Migration Of Ideas Through Printmaking

January 3, 2025
Migration of Ideas through Printmaking

This story is part of an ongoing series of editorials in which HMML curators and catalogers examine how specific themes appear across HMML’s digital collections. From Art & Photographs collection, Katherine Goertz has this story about Migration.


When discussing the idea of migration in European art history, attention is often focused on the movement of the artists who regularly traveled between regional art scenes in a transcontinental cultural exchange. But art objects—prints, paintings, and sculptures, for example—also moved through geographical and cultural boundaries. Art is a medium through which ideas and movements migrate, and sometimes it is possible to trace that migration.

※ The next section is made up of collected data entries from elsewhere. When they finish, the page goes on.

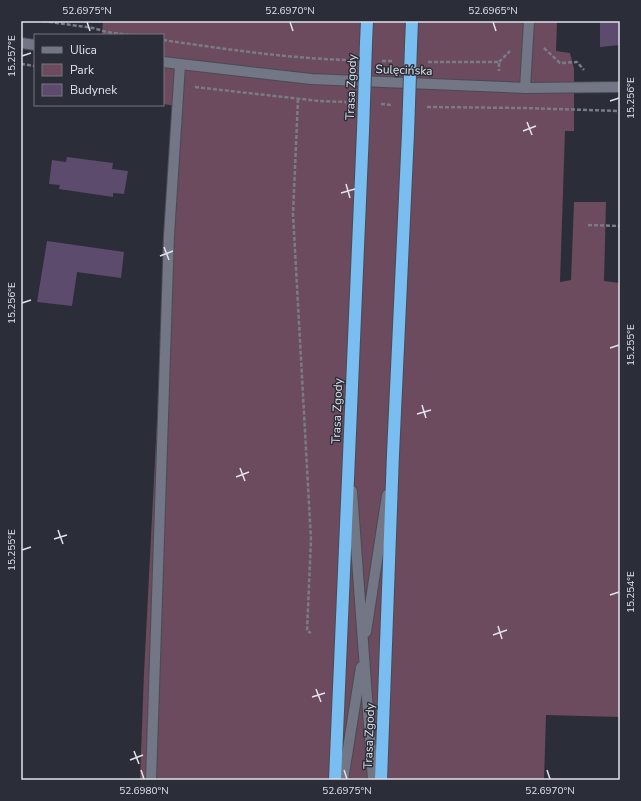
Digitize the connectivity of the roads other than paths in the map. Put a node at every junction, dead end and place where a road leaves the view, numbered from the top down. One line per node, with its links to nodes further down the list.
1 (367, 21): 10 (highway, Trasa Zgody, bridge)
2 (412, 21): 11 (highway, Trasa Zgody, bridge)
3 (529, 21): 9 (street)
4 (21, 43): 5 (street)
5 (34, 45)
6 (164, 62): 7 (street, Sulęcińska)
7 (180, 65): 9 (street, Sulęcińska); 13 (street)
8 (620, 87): 9 (street, Sulęcińska)
9 (525, 88)
10 (349, 451): 12 (street); 14 (highway, Trasa Zgody)
11 (393, 454): 12 (street); 17 (highway, Trasa Zgody)
12 (363, 650): 15 (street); 16 (street)
13 (151, 780)
14 (335, 780)
15 (343, 780)
16 (372, 780)
17 (381, 780)

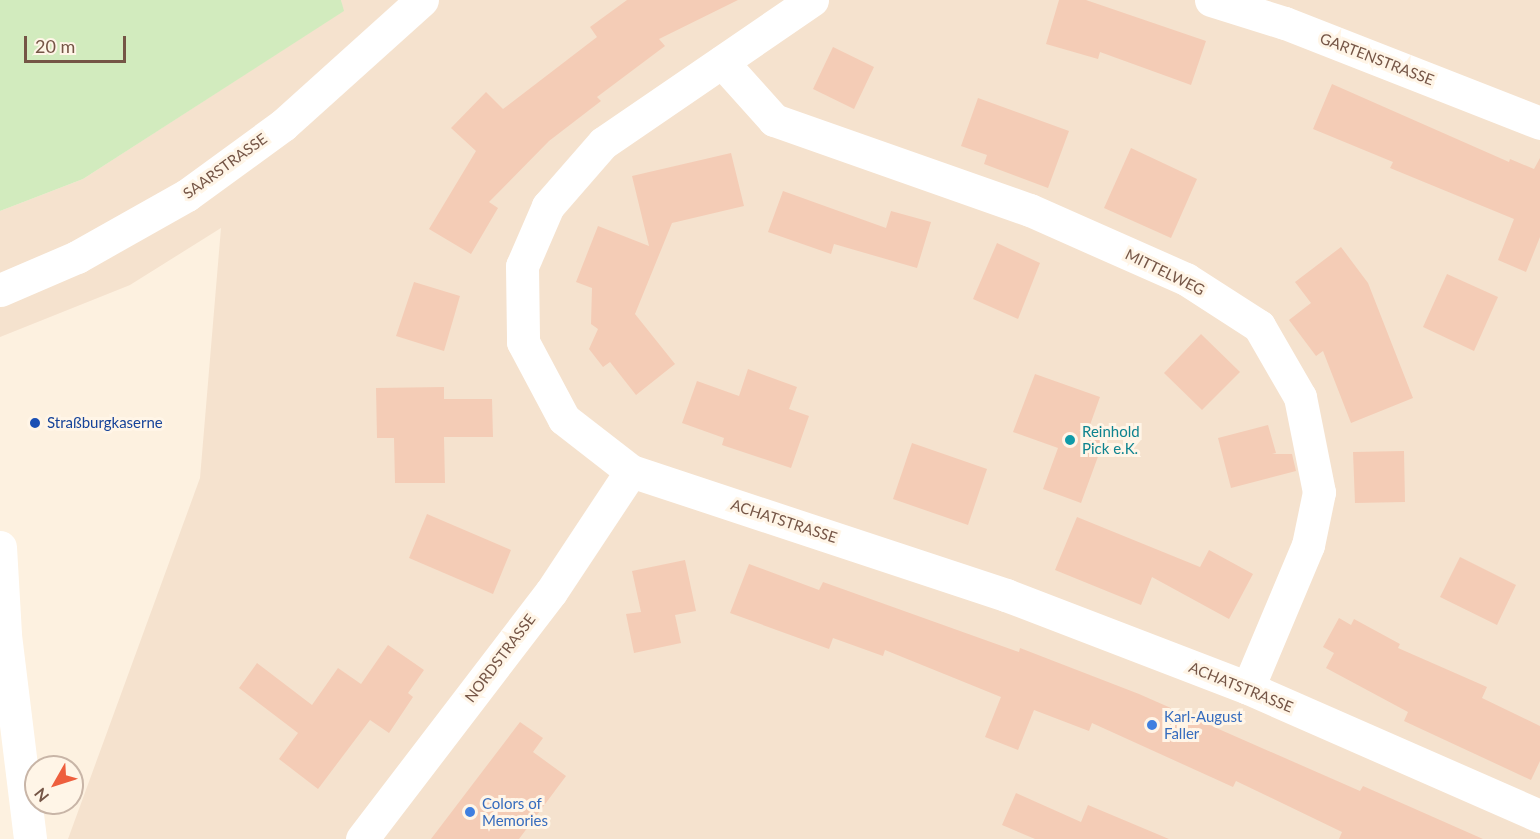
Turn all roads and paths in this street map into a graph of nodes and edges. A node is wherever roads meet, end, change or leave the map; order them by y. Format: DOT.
graph roads {
  1 [pos="422,0"];
  2 [pos="812,0"];
  3 [pos="1211,0"];
  4 [pos="722,62"];
  5 [pos="1540,123"];
  6 [pos="0,290"];
  7 [pos="631,471"];
  8 [pos="0,547"];
  9 [pos="2,631"];
  10 [pos="1248,688"];
  11 [pos="1540,816"];
  12 [pos="30,839"];
  13 [pos="362,839"];
  1 -- 6 [label="street, SAARSTRASSE"];
  2 -- 4 [label="street, ACHATSTRASSE"];
  3 -- 5 [label="street, GARTENSTRASSE"];
  4 -- 7 [label="street, ACHATSTRASSE"];
  4 -- 10 [label="street, MITTELWEG"];
  7 -- 10 [label="street, ACHATSTRASSE"];
  7 -- 13 [label="street, NORDSTRASSE"];
  8 -- 9 [label="street"];
  9 -- 12 [label="street"];
  10 -- 11 [label="street, ACHATSTRASSE"];
}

Some forms of art are especially suited to travel. By the 16th century, a complex and interconnected artistic marketplace covered Europe, and prints—small, nearly weightless, relatively inexpensive, and plentiful—were at its center.

The Print Seller
Jacob Perkois (1756–1804), The Print Seller, 1784. Rijksmuseum, Amsterdam (Public Domain).

Engraved or etched copies of paintings by famous artists were popular, and printmakers were happy to satisfy the demand. The Old Masters of Amsterdam were available in print shops in England and France—not in their original oils and canvas, but in ink and paper. Homes across Europe had a print or two depicting faraway paintings or sculptures, miniature copies of works of art that the owners would never see in person. Artists built collections of art on paper, interested in knowing exactly what motifs, trends, and styles could be found elsewhere in the world. As prints traveled along Europe’s commercial network, the trends, styles, and names of European art and visual culture migrated with them.

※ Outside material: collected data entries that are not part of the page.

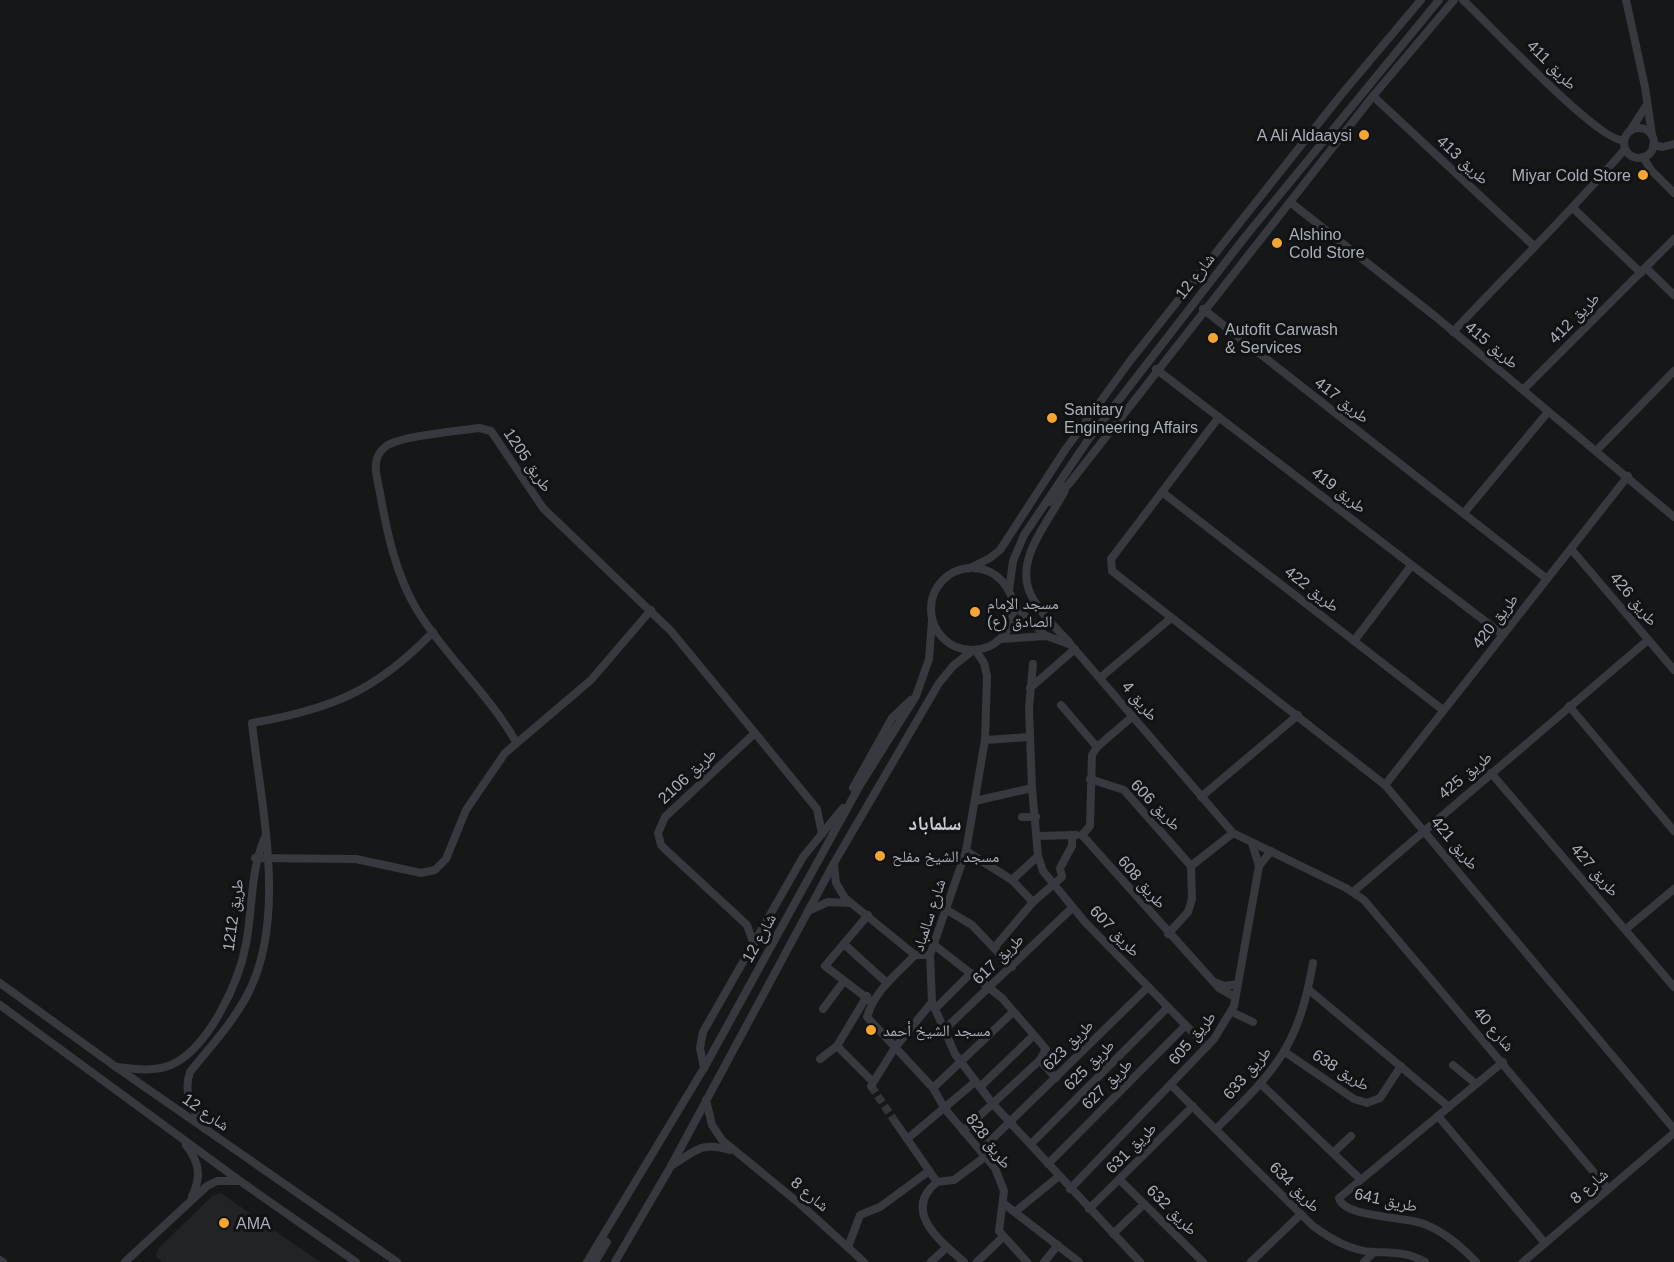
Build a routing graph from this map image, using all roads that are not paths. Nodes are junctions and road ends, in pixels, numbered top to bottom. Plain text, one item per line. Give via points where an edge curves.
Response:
1 (1421, 0) edge
2 (1439, 0) edge
3 (1454, 0) edge
4 (1463, 0) edge
5 (1626, 0) edge
6 (1373, 96) junction
7 (1647, 103) junction
8 (1630, 131) junction
9 (1652, 140) junction
10 (1674, 144) edge
11 (1625, 145) junction
12 (1643, 157) junction
13 (1674, 193) edge
14 (1290, 202) junction
15 (1574, 209) junction
16 (1674, 239) edge
17 (1533, 246) junction
18 (1643, 271) junction
19 (1674, 294) edge
20 (1203, 309) junction
21 (1453, 332) junction
22 (1156, 369) junction
23 (1674, 371) edge
24 (1523, 390) junction
25 (1548, 412) junction
26 (1219, 417) junction
27 (1597, 450) junction
28 (1628, 476) junction
29 (1069, 484) junction
30 (1162, 492) junction
31 (1041, 508) junction
32 (1464, 513) junction
33 (1673, 515) edge
34 (1571, 549) junction
35 (1411, 566) junction
36 (970, 568) junction
37 (1547, 579) junction
38 (1009, 590) junction
39 (1014, 605) junction
40 (651, 610) junction
41 (1171, 618) junction
42 (932, 621) junction
43 (433, 632) junction
44 (1503, 635) junction
45 (1047, 636) junction
46 (1001, 639) junction
47 (1648, 639) junction
48 (1354, 641) junction
49 (1073, 647) junction
50 (974, 651) junction
51 (1033, 664) dead end
52 (1674, 670) edge
53 (1101, 678) junction
54 (1030, 688) junction
55 (916, 696) junction
56 (1061, 705) dead end
57 (1569, 706) junction
58 (1443, 710) junction
59 (1298, 715) junction
60 (1133, 716) junction
61 (755, 733) junction
62 (1030, 737) junction
63 (985, 740) junction
64 (516, 742) junction
65 (1097, 747) junction
66 (1491, 773) junction
67 (1090, 779) junction
68 (1385, 785) junction
69 (1032, 788) junction
70 (1202, 797) junction
71 (975, 801) junction
72 (817, 809) junction
73 (837, 815) junction
74 (1022, 817) dead end
75 (1036, 817) junction
76 (1424, 829) junction
77 (1674, 831) edge
78 (1233, 833) junction
79 (822, 834) junction
80 (1072, 835) junction
81 (1082, 835) junction
82 (1037, 836) junction
83 (265, 837) junction
84 (1252, 843) junction
85 (966, 851) junction
86 (1271, 851) junction
87 (1038, 856) junction
88 (255, 858) junction
89 (269, 858) junction
90 (834, 863) junction
91 (1191, 866) junction
92 (1259, 866) junction
93 (1012, 880) junction
94 (1054, 885) junction
95 (1674, 889) edge
96 (1353, 892) junction
97 (1033, 902) junction
98 (852, 904) junction
99 (1072, 908) junction
100 (947, 910) junction
101 (808, 911) junction
102 (868, 915) junction
103 (766, 920) junction
104 (744, 921) junction
105 (1626, 929) junction
106 (1168, 934) junction
107 (753, 942) junction
108 (844, 944) junction
109 (933, 944) junction
110 (994, 948) junction
111 (915, 955) junction
112 (930, 956) junction
113 (1313, 963) dead end
114 (1012, 967) junction
115 (971, 973) junction
116 (1211, 980) junction
117 (844, 981) junction
118 (887, 982) junction
119 (0, 983) edge
120 (1238, 984) junction
121 (1148, 987) junction
122 (1674, 987) edge
123 (991, 988) junction
124 (1308, 988) junction
125 (1235, 997) junction
126 (869, 999) junction
127 (0, 1005) edge
128 (933, 1005) junction
129 (1168, 1007) junction
130 (824, 1009) dead end
131 (1013, 1012) junction
132 (1232, 1012) junction
133 (1253, 1022) dead end
134 (1186, 1025) junction
135 (944, 1030) junction
136 (1033, 1036) junction
137 (837, 1046) junction
138 (1208, 1047) junction
139 (894, 1049) junction
140 (1285, 1052) junction
141 (1042, 1056) junction
142 (820, 1059) dead end
143 (961, 1062) junction
144 (1503, 1062) junction
145 (1453, 1065) dead end
146 (1401, 1066) junction
147 (116, 1067) junction
148 (704, 1068) junction
149 (1056, 1078) junction
150 (1261, 1084) junction
151 (1476, 1084) junction
152 (977, 1085) junction
153 (1171, 1085) junction
154 (933, 1088) junction
155 (706, 1100) junction
156 (992, 1103) junction
157 (1193, 1106) junction
158 (1449, 1107) junction
159 (945, 1109) junction
160 (1438, 1116) junction
161 (1009, 1122) junction
162 (896, 1124) tunnel mouth
163 (205, 1129) junction
164 (1216, 1129) junction
165 (963, 1131) junction
166 (1674, 1131) edge
167 (1351, 1136) dead end
168 (182, 1138) junction
169 (907, 1139) junction
170 (1031, 1144) junction
171 (733, 1151) junction
172 (984, 1153) junction
173 (1333, 1153) junction
174 (1048, 1164) junction
175 (671, 1166) junction
176 (929, 1171) junction
177 (1058, 1177) junction
178 (1360, 1179) junction
179 (1120, 1180) junction
180 (240, 1181) junction
181 (937, 1182) junction
182 (1070, 1189) junction
183 (1608, 1189) junction
184 (190, 1202) junction
185 (625, 1202) junction
186 (1003, 1203) junction
187 (1144, 1204) junction
188 (1089, 1209) junction
189 (1015, 1212) junction
190 (1301, 1214) junction
191 (1113, 1234) junction
192 (1003, 1237) junction
193 (1545, 1243) junction
194 (1058, 1245) junction
195 (848, 1247) junction
196 (947, 1247) junction
197 (1374, 1252) junction
198 (125, 1262) edge
199 (356, 1262) edge
200 (397, 1262) edge
201 (586, 1262) edge
202 (595, 1262) edge
203 (615, 1262) edge
204 (864, 1262) edge
205 (931, 1262) edge
206 (964, 1262) edge
207 (978, 1262) edge
208 (1028, 1262) edge
209 (1044, 1262) edge
210 (1079, 1262) edge
211 (1140, 1262) edge
212 (1203, 1262) edge
213 (1251, 1262) edge
214 (1364, 1262) edge
215 (1425, 1262) edge
216 (1476, 1262) edge
217 (1523, 1262) edge

1 - 36 street, شارع 12 via 1130,361 1065,450 1000,550
2 - 31 street, شارع 12 via 1148,359
3 - 6 street
4 - 11 street, طريق 411 via 1578,112
5 - 7 street
6 - 14 street
6 - 17 street, طريق 413
7 - 8 street
7 - 9 street
8 - 9 street via 1639,129
8 - 11 street
9 - 10 street via 1663,147
9 - 12 street via 1651,151
11 - 12 street via 1631,156
11 - 15 street
12 - 13 street
14 - 20 street
14 - 21 street, طريق 415
15 - 17 street
15 - 18 street
16 - 18 street, طريق 412
17 - 21 street
18 - 19 street
18 - 24 street, طريق 412
20 - 22 street
20 - 32 street, طريق 417
21 - 24 street, طريق 415
22 - 26 street, طريق 419
22 - 29 street
23 - 27 street
24 - 25 street, طريق 415
25 - 27 street, طريق 415
25 - 32 street
26 - 30 street
26 - 35 street, طريق 419
27 - 28 street, طريق 415
28 - 33 street, طريق 415
28 - 34 street, طريق 420
29 - 31 street
29 - 49 street via 1029,554 1026,567 1031,595
30 - 41 street, طريق 421 via 1111,559 1112,571
30 - 48 street, طريق 422
31 - 38 street, شارع 12 via 1017,548
32 - 37 street, طريق 417
34 - 37 street, طريق 420
34 - 47 street, طريق 426
35 - 44 street, طريق 419
35 - 48 street
36 - 38 street via 993,573
36 - 42 street via 950,574 941,582 931,603
37 - 44 street, طريق 420
38 - 39 street
39 - 45 street
39 - 46 street via 1009,629
40 - 43 street, طريق 1205 via 555,520 526,487 496,436 478,428 395,441 382,449 376,461 393,554 408,593
40 - 61 street, طريق 1205
40 - 64 street via 591,680
41 - 53 street
41 - 59 street, طريق 421
42 - 50 street via 946,642
42 - 55 street, شارع 12 via 929,659
43 - 64 street, طريق 1205
43 - 83 street, طريق 1212 via 408,659 352,696 320,709 252,723
44 - 58 street, طريق 420
45 - 46 street
45 - 49 street, طريق 4
46 - 50 street
47 - 52 street, طريق 426
47 - 57 street, طريق 425
48 - 58 street, طريق 422
49 - 53 street, طريق 4
49 - 54 street
50 - 63 street, شارع سالمباد via 984,663 987,676
50 - 90 street, شارع 12 via 952,666 939,682
51 - 54 street, طريق 607
53 - 60 street, طريق 4
54 - 62 street, طريق 607
55 - 73 street via 892,718
55 - 148 street, شارع 12 via 860,786
56 - 65 street
57 - 66 street, طريق 425
57 - 77 street
58 - 68 street, طريق 420
59 - 68 street, طريق 421
59 - 70 street
60 - 65 street
60 - 70 street, طريق 4
61 - 72 street, طريق 1205
61 - 104 street, طريق 2106 via 665,817 658,832 661,846
62 - 63 street
62 - 69 street, طريق 607
63 - 71 street, شارع سالمباد
64 - 89 street via 476,794 446,859 435,870 421,873 356,860
65 - 67 street via 1092,755
66 - 76 street, طريق 425
66 - 105 street, طريق 427
67 - 81 street via 1090,826
67 - 91 street, طريق 606 via 1124,790
68 - 76 street, طريق 421
69 - 71 street
69 - 75 street, طريق 607
70 - 78 street, طريق 4
71 - 85 street, شارع سالمباد
72 - 73 street
72 - 79 street, طريق 1205
73 - 79 street
74 - 75 street
75 - 82 street, طريق 607
76 - 96 street, طريق 425
76 - 166 street, طريق 421
78 - 84 street, طريق 4
78 - 91 street
79 - 103 street via 804,856
80 - 81 street
80 - 82 street
80 - 94 street via 1072,846 1059,870 1063,876
81 - 106 street, طريق 608
82 - 87 street, طريق 607
83 - 88 street, طريق 1212
83 - 89 street, طريق 1212
84 - 86 street, طريق 4
84 - 92 street, طريق 605
85 - 93 street
85 - 100 street, شارع سالمباد
86 - 92 street, طريق 605
86 - 96 street, طريق 4
87 - 93 street
87 - 94 street, طريق 607
88 - 89 street
88 - 147 street, طريق 1212 via 246,944 220,1012 187,1053 170,1065 143,1070
89 - 163 street, طريق 1212 via 267,922 254,978 233,1018 190,1072 188,1098
90 - 98 street via 836,883
90 - 101 street, شارع 12
91 - 106 street via 1192,899 1188,912
92 - 120 street, طريق 605
93 - 97 street
94 - 97 street
94 - 99 street, طريق 607
95 - 105 street
96 - 144 street, شارع 40
97 - 110 street
98 - 101 street via 836,900
98 - 102 street
99 - 114 street, طريق 617
99 - 121 street, طريق 607
100 - 109 street, شارع سالمباد
100 - 110 street via 972,925
101 - 155 street, شارع 12
102 - 108 street
102 - 111 street
103 - 104 street via 753,924
103 - 107 street
104 - 107 street, طريق 2106
105 - 122 street, طريق 427
106 - 116 street, طريق 608
107 - 148 street via 703,1032 700,1048
108 - 117 street via 825,966
108 - 118 street
109 - 112 street, شارع سالمباد
109 - 115 street
110 - 114 street
111 - 112 street
111 - 118 street
112 - 128 street, شارع سالمباد
113 - 124 street, طريق 633
114 - 123 street, طريق 617
115 - 123 street
115 - 128 street
116 - 120 street via 1225,986
116 - 125 street, طريق 608
117 - 126 street
117 - 130 street
118 - 126 street
119 - 147 street, شارع 12
120 - 125 street, طريق 605
121 - 129 street, طريق 607
121 - 149 street, طريق 623
123 - 131 street
123 - 135 street, طريق 617
124 - 140 street, طريق 633 via 1300,1021
124 - 146 street
125 - 132 street, طريق 605
126 - 137 street
126 - 139 street, طريق 828 via 868,1018
127 - 168 street
128 - 135 street, شارع سالمباد
128 - 139 street
129 - 134 street, طريق 607
129 - 170 street, طريق 625
131 - 136 street
131 - 143 street
132 - 133 street
132 - 138 street, طريق 605
134 - 138 street, طريق 607
134 - 174 street, طريق 627
135 - 143 street, شارع سالمباد
136 - 141 street via 1046,1049
136 - 152 street
137 - 139 street via 871,1083
137 - 142 street
138 - 153 street, طريق 605
139 - 154 street, طريق 828
140 - 146 street, طريق 638 via 1354,1099 1367,1103 1380,1098
140 - 150 street, طريق 633
141 - 149 street
141 - 156 street
143 - 152 street, شارع سالمباد
143 - 154 street
144 - 151 street, طريق 641
144 - 183 street, شارع 40
145 - 151 street
146 - 158 street
147 - 163 street, شارع 12
148 - 185 street, شارع 12
149 - 161 street, طريق 623
150 - 164 street, طريق 633
150 - 173 street
151 - 158 street, طريق 641
152 - 156 street, شارع سالمباد
152 - 159 street
153 - 157 street, طريق 634
153 - 182 street, طريق 605
154 - 159 street, طريق 828
155 - 171 street, شارع 8 via 712,1125
155 - 175 street, شارع 12
156 - 161 street, شارع سالمباد
156 - 165 street
157 - 164 street, طريق 634
157 - 179 street, طريق 631
158 - 160 street, طريق 641
159 - 165 street, طريق 828
159 - 169 street
160 - 178 street, طريق 641
160 - 193 street
161 - 170 street, شارع سالمباد
161 - 172 street, طريق 623
162 - 169 street
163 - 200 street, شارع 12
164 - 190 street, طريق 634
165 - 172 street, طريق 828
166 - 183 street, شارع 8
167 - 173 street
168 - 180 street
168 - 184 street via 195,1156 200,1174
169 - 176 street
170 - 174 street, شارع سالمباد
171 - 175 street, شارع 8 via 706,1145
171 - 195 street, شارع 8
172 - 181 street, طريق 623 via 954,1180
172 - 186 street, طريق 828 via 1000,1180
173 - 178 street
174 - 177 street, شارع سالمباد
175 - 203 street, شارع 12
176 - 181 street
176 - 195 street via 880,1207 860,1215
177 - 182 street, شارع سالمباد
177 - 189 street
178 - 216 street, طريق 641 via 1340,1195 1344,1206 1363,1214 1401,1217 1424,1224 1454,1241
179 - 187 street, طريق 632
179 - 188 street, طريق 631
180 - 184 street via 217,1181
180 - 199 street
181 - 196 street via 924,1195 923,1213 932,1231
182 - 188 street, شارع سالمباد
183 - 193 street, شارع 8
184 - 198 street
185 - 201 street, شارع 12
185 - 202 street via 622,1218
186 - 189 street
186 - 192 street, طريق 828 via 999,1226
187 - 191 street
187 - 212 street, طريق 632
188 - 191 street, شارع سالمباد
189 - 194 street
190 - 197 street, طريق 634 via 1342,1244
190 - 213 street
191 - 211 street, شارع سالمباد
192 - 207 street
192 - 208 street
193 - 217 street, شارع 8
194 - 209 street
194 - 210 street
195 - 204 street, شارع 8
196 - 205 street
196 - 206 street
197 - 214 street
197 - 215 street, طريق 634 via 1405,1254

Interior View of Vladislav Hall
Aegidius Sadeler II (1568–1629), Interior View of Vladislav Hall at Prague Castle during the Annual Fair, 1607. Metropolitan Museum of Art (Public Domain).

By the 17th century, the influence of the Viceroyalty of New Spain spanned large parts of North and South America. In places like Mexico City, Mexico, and Lima, Peru, the European print market now had a new commercial arm. Soon, an evolving New Spanish art world developed its own print marketplace, circulating thousands of European prints throughout the viceroyalty.

Sixteen paintings by an unknown follower of the Quechua artist Diego Quispe Tito (1611–1681) hang in the Convento Franciscano de la Recoleta in Cuzco, Peru. They share a composition with engravings by the Flemish painter and print designer Maarten de Vos (1532–1603), specifically with two de Vos series published in the 1580s and 1590s. In one of the Cuzco paintings, St. Malchus leans toward his dog precisely as the saint leans in de Vos’ engraving from a series published between 1585–1587 called Solitudo sive vitae patrum eremicolarum (Solitude, or the lives of the desert fathers). In another, St. John of Egypt crawls from the same cave as in de Vos’ engraving in the 1598 series Trophaeum vitae solitariae (The glorious solitary life). In a third painting, St. Venerius sits next to the same fountain that de Vos depicted in Trophaeum vitae solitariae.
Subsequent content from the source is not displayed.